À la limite, la seule restriction qui pourrait être apportée serait celle de savoir si les enfants recevront a priori une affection et un soutien parentaux au sens large du terme.
Je pense que cette réflexion aurait dû systématiquement nous guider quant aux possibles évolutions en matière de dons d'ovocytes, d'accès à la PMA et particulièrement de gestation pour autrui.
La deuxième idée est celle de la prévention de la marchandisation de techniques. Cet objectif est totalement justifié. Néanmoins, je dois avouer une certaine perplexité. Si l'on ne statue pas sur un certain nombre de sujets, il est possible que ce qui ne sera pas autorisé et régulé soit source de marchandisation.
Je suis effrayée par toutes les surenchères autour des techniques permettant d'avoir des enfants. Mais, en l'absence d'un accès encadré dans notre pays, on va vers un commerce honteux, non du corps humain, mais de l'accès à des techniques autorisées à quelques centaines de kilomètres de l'endroit où nous discutons ce soir. Les femmes et les hommes qui ont les moyens iront chez nos voisins européens pour y recourir et les autres n'auront pas le droit d'y accéder. Je pense que le refus de l'interdiction de certaines pratiques ne vaut pas marchandisation. D'ailleurs, dans les pays où de nouvelles pratiques ont été autorisées, ni le corps humain ni les individus n'ont vu leur statut et leur protection diminuer, pas plus que leur valeur réduite à de l'argent.
Au contraire, on peut raisonnablement penser que l'État, mais aussi des institutions publiques, des organismes privés et, évidemment, l'éducation sont en mesure de veiller et de promouvoir d'autres valeurs : le don, la réciprocité, le bien commun, le respect, toutes valeurs qui donnent aux échanges individuels un sens que l'argent ne peut fonder.
La troisième et dernière idée est que la recherche médicale a une finalité sociale et que sa régulation doit être commandée par les besoins des vivants.
Il est clair que les scientifiques veulent pouvoir progresser dans leurs recherches et les médecins appliquer leurs découvertes au bénéfice de leurs patients. Leur parole collective va néanmoins au-delà de leurs intérêts propres. Ils parlent pour toutes les personnes qui ont un intérêt encore plus direct aux progrès possibles : ce sont celles chez qui on a diagnostiqué une maladie à l'issue souvent fatale et à laquelle la recherche pourra un jour apporter un remède.
Quand on évoque la recherche sur l'embryon et les cellules souches, nous avons, comme le dit le docteur Sureau, une réaction, instinctive. Notre réponse à cette question est non : on pense au savant fou qui se livre à d'invraisemblables manipulations du vivant humain.

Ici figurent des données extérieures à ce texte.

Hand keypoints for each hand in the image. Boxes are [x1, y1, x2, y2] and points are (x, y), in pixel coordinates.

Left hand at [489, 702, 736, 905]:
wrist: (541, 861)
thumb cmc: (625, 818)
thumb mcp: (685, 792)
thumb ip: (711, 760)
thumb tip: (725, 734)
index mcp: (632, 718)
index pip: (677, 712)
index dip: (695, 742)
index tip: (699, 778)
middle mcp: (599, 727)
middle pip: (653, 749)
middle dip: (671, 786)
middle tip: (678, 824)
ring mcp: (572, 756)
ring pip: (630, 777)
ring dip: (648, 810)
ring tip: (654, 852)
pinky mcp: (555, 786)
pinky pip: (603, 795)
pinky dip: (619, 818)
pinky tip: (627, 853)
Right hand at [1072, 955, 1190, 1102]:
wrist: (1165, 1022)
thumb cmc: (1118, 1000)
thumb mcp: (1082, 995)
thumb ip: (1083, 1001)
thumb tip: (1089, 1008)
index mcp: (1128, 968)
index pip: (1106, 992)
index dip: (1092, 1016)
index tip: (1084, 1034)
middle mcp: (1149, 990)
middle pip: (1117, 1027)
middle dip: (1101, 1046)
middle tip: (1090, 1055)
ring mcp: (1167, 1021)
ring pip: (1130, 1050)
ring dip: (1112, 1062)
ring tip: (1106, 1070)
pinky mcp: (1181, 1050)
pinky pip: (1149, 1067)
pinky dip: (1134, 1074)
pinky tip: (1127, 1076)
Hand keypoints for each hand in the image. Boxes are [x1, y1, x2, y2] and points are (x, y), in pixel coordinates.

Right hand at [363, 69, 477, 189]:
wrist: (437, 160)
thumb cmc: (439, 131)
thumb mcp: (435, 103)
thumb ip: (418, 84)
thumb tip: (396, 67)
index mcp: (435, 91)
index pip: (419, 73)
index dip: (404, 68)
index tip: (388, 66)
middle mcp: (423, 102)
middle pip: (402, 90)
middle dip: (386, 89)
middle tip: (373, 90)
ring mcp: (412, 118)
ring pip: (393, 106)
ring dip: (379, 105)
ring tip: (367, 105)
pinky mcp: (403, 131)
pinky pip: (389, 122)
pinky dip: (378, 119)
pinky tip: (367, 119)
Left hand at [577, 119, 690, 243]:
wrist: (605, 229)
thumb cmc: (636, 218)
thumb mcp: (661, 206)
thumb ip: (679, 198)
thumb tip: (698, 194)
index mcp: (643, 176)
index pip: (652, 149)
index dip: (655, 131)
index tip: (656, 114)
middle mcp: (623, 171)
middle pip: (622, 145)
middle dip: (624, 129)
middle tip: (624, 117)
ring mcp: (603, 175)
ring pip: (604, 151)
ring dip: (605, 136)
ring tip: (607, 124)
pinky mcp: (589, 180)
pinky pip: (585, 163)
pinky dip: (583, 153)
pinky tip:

Mais il faut réfléchir, comme l'a fait par exemple le Royaume-Uni : penser au nombre d'anomalies qui grèvent la procréation humaine. La découverte de ces anomalies conduit à des interruptions de grossesse, dont le nombre augmentera sous l'influence des progrès techniques et du rejet encore très fort de la « différence ».
Dès lors, pour ne prendre que cet exemple, la solution passe par la possibilité d'étudier de façon approfondie la fécondation humaine, in vitro, en ayant recours à des gamètes fournis dans ce but, dans un cadre réglementaire nouveau, de manière à comprendre, puis à éviter la survenue de ces anomalies.
Autoriser aujourd'hui la recherche dans ce domaine, c'est éviter demain de ne pas pouvoir faire naître des êtres désirés et de laisser souffrir des êtres aimés.
Au final, que peut-on inférer de ces considérations et de ces idées ?
À titre personnel, je considère que notre pays devrait avoir une approche pratique consistant à estimer un acte éthiquement bon ou mauvais en fonction, certes, de principes, mais aussi de ses conséquences humaines vécues. Le législateur a aujourd'hui plus qu'avant un rôle d'accompagnateur.
Comme j'ai pu le constater derrière la plupart des demandes d'évolution de notre législation, il y a une motivation forte, irréductible au droit et à la science qui est le sens même de la vie : l'amour. Puissent nos débats nous aider à le respecter ! (Applaudissements sur les bancs du groupe SRC.)